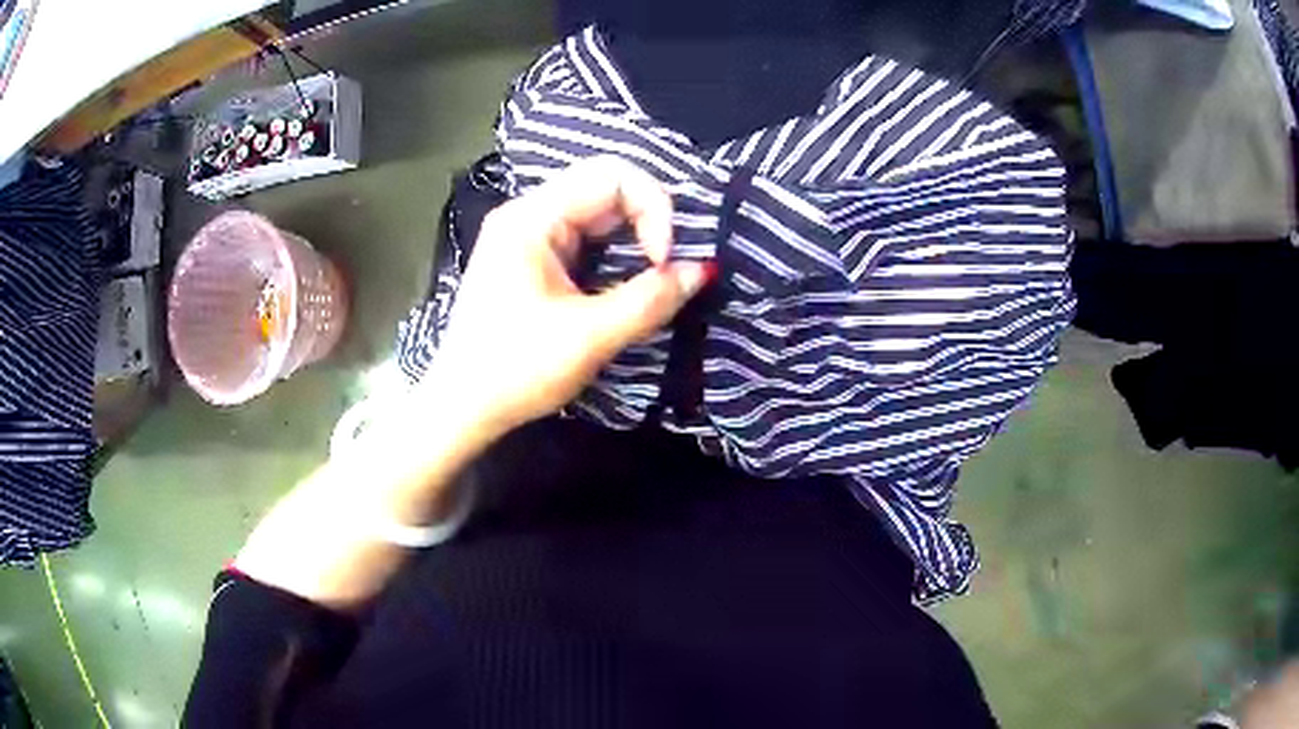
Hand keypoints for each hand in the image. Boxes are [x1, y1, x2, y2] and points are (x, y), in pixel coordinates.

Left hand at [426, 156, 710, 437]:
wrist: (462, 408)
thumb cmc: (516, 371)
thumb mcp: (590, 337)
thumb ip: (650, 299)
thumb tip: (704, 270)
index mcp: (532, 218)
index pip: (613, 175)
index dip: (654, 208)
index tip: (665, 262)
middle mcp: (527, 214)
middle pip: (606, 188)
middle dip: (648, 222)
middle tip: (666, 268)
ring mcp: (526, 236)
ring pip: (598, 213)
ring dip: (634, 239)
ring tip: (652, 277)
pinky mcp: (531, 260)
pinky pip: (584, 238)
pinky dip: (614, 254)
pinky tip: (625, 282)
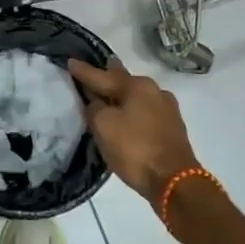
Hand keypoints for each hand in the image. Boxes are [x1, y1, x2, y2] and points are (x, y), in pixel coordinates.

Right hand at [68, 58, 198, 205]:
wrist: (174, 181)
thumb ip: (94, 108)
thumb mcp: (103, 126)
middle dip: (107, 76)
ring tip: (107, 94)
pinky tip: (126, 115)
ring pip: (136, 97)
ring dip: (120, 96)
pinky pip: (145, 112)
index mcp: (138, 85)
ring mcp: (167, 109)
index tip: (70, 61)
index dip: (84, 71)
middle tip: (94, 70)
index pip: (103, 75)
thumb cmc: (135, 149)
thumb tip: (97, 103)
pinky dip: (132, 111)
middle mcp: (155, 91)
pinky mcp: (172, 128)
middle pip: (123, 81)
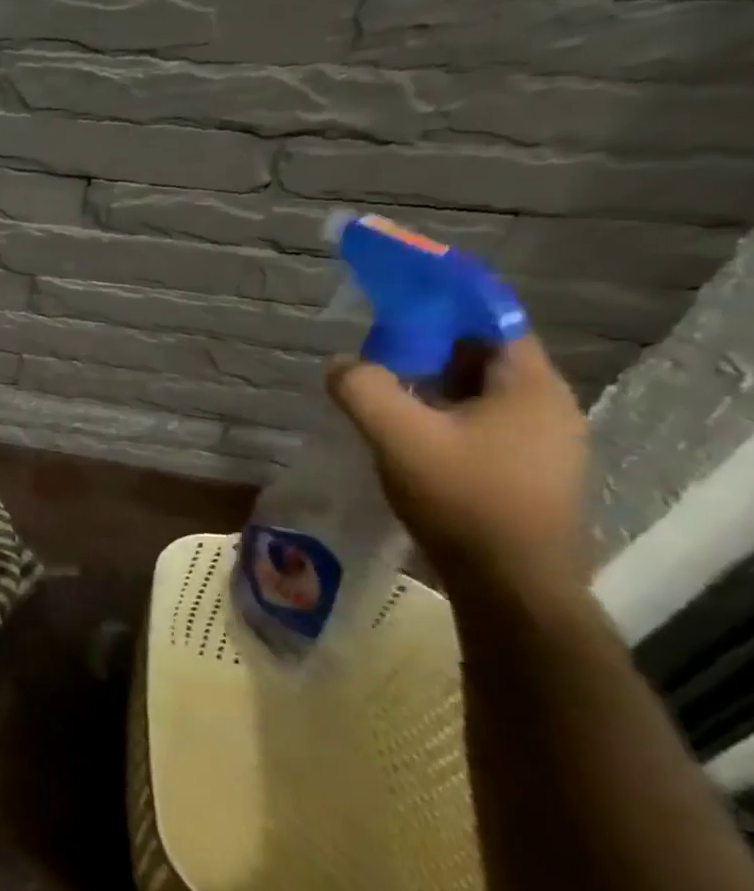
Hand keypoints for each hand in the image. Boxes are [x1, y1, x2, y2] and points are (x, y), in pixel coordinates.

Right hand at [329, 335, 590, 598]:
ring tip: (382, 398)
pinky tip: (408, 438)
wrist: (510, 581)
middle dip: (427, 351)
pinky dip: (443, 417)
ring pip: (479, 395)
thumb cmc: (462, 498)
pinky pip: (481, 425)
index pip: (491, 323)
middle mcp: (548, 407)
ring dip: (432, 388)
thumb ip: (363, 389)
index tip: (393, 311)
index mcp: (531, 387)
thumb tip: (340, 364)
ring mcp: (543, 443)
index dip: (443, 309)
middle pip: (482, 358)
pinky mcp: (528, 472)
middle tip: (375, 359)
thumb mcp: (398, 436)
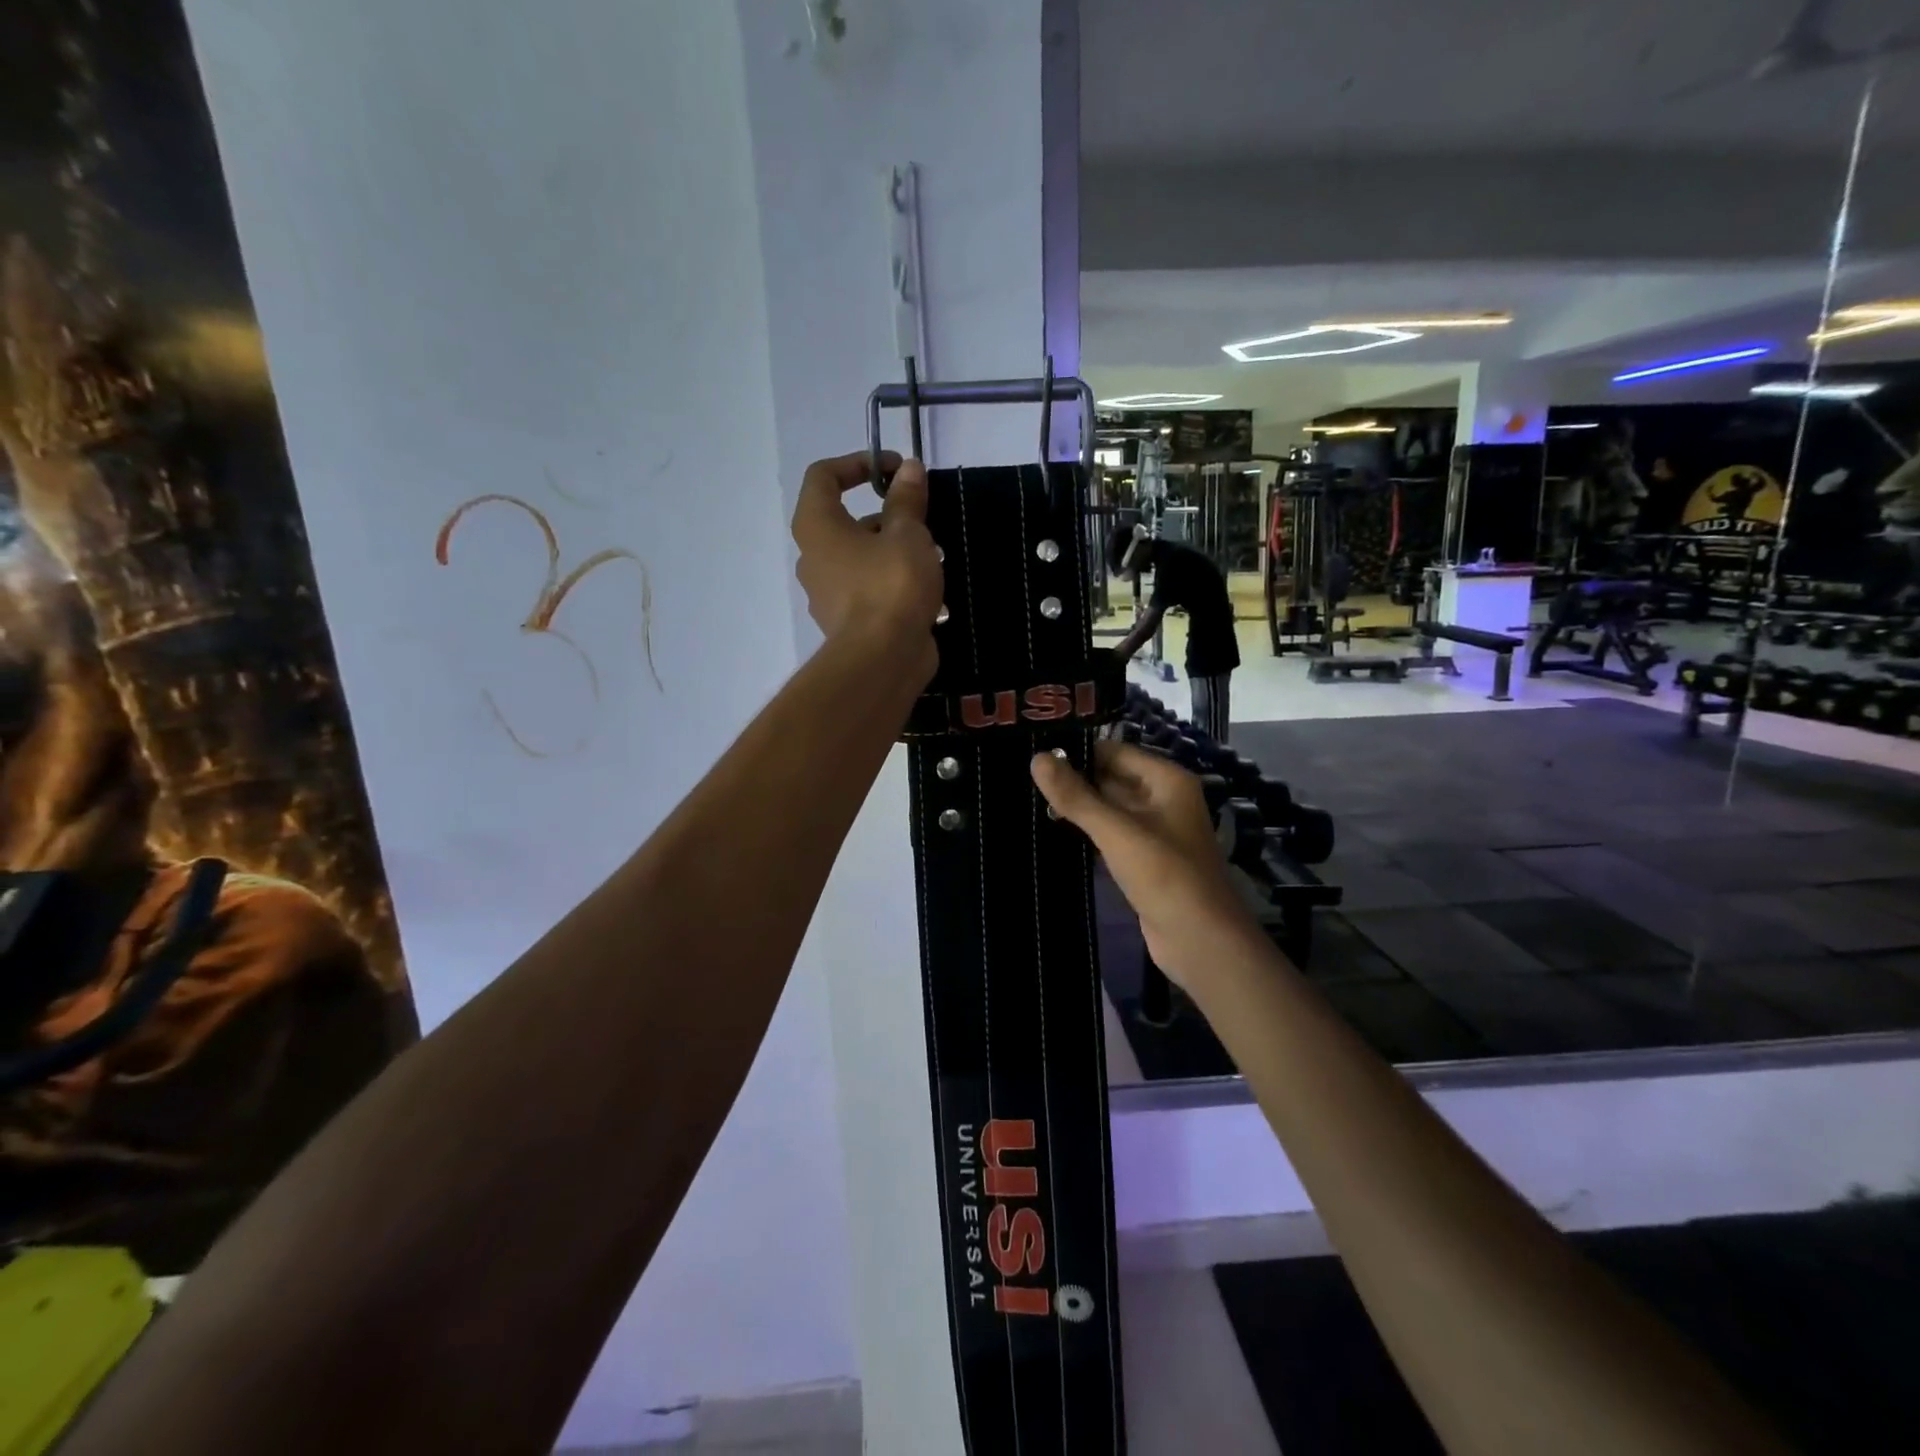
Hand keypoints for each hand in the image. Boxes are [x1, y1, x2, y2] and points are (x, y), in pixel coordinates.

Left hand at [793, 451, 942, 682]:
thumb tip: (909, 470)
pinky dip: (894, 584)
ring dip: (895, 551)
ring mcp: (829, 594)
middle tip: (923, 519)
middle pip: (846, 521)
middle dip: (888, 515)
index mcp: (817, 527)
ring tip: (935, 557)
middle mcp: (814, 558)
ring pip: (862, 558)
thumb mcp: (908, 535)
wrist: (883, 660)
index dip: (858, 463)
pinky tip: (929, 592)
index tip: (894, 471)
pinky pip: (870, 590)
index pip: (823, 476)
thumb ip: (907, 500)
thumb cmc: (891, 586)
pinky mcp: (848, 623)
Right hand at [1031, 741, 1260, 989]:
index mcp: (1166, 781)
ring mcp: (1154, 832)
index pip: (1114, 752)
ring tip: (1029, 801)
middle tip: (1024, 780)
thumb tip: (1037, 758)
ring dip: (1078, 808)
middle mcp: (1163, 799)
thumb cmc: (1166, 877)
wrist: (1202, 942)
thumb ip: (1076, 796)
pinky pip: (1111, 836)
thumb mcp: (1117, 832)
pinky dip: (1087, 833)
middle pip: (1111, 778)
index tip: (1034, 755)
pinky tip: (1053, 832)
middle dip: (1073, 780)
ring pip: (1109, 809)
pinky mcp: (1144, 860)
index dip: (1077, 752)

# # # # #

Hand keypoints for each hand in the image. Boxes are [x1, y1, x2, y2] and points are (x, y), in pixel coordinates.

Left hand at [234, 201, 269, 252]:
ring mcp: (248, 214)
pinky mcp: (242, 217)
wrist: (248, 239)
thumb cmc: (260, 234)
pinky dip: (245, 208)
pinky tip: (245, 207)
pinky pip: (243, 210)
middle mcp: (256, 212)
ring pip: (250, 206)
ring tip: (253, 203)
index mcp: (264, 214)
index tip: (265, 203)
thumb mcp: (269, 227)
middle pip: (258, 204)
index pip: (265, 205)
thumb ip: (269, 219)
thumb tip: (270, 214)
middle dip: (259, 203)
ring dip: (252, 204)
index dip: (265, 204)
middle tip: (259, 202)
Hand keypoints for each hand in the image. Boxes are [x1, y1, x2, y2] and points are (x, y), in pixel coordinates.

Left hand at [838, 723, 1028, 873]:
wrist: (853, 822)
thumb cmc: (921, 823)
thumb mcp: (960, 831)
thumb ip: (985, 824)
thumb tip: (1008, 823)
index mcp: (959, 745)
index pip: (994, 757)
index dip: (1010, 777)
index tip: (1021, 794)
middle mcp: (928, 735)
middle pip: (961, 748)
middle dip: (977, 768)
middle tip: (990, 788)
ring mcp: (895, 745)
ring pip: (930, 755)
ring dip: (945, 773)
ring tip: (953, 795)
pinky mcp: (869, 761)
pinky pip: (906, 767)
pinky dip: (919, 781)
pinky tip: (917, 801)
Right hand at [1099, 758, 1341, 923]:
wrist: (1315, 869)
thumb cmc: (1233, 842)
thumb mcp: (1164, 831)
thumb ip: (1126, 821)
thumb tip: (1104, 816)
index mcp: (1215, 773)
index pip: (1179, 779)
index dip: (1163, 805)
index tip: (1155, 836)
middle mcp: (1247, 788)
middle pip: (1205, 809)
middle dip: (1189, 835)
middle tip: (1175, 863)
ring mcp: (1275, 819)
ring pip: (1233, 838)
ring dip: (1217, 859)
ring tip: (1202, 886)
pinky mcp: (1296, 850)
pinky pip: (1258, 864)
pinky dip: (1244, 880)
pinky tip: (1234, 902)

# # # # #

Taking the material above, give again exactly the lines from the one holding "thumb ip: (94, 108)" through the one holding "index pip: (823, 476)", with both ends and without pictures.

*ANSWER BELOW*:
thumb ip: (94, 108)
thumb mcp: (103, 126)
middle dip: (107, 76)
ring tip: (107, 94)
pinky tip: (126, 115)
ring pip: (136, 97)
ring dip: (120, 96)
pinky pip: (145, 112)
index mcp: (138, 85)
ring mcp: (167, 109)
index tip: (70, 61)
index dip: (84, 71)
middle tip: (94, 70)
index pip: (103, 75)
thumb cmc: (135, 149)
thumb tip: (97, 103)
pinky dip: (132, 111)
middle mcp: (155, 91)
pinky mcp: (172, 128)
middle pip: (123, 81)
Hand keypoints for each hand in the image. Boxes are [x1, y1, x2, y2] and points are (x, y), in pixel coordinates.

Right hand at [329, 335, 590, 598]:
ring tip: (382, 398)
pinky tip: (408, 438)
wrist: (510, 581)
middle dip: (427, 351)
pinky dip: (443, 417)
ring pip: (479, 395)
thumb cmc: (462, 498)
pinky pip: (481, 425)
index pip: (491, 323)
middle mcp: (548, 407)
ring dip: (432, 388)
thumb ip: (363, 389)
index tip: (393, 311)
index mcp: (531, 387)
thumb tip: (340, 364)
ring mcp: (543, 443)
index dip: (443, 309)
middle pip: (482, 358)
pinky mcp: (528, 472)
middle tip: (375, 359)
thumb mcp: (398, 436)
Hand keypoints for each hand in the image. Boxes are [x1, y1, x2, y2] and points are (x, y), in pixel coordinates.

Left hand at [793, 451, 942, 682]:
thumb tip: (909, 470)
pinky dip: (894, 584)
ring dip: (895, 551)
ring mcp: (829, 594)
middle tip: (923, 519)
middle pip: (846, 521)
middle dip: (888, 515)
index mcp: (817, 527)
ring tip: (935, 557)
middle mcp: (814, 558)
ring pip: (862, 558)
thumb mcp: (908, 535)
wrist: (883, 660)
index dip: (858, 463)
pinky tip: (929, 592)
index tip: (894, 471)
pinky pip: (870, 590)
index pip: (823, 476)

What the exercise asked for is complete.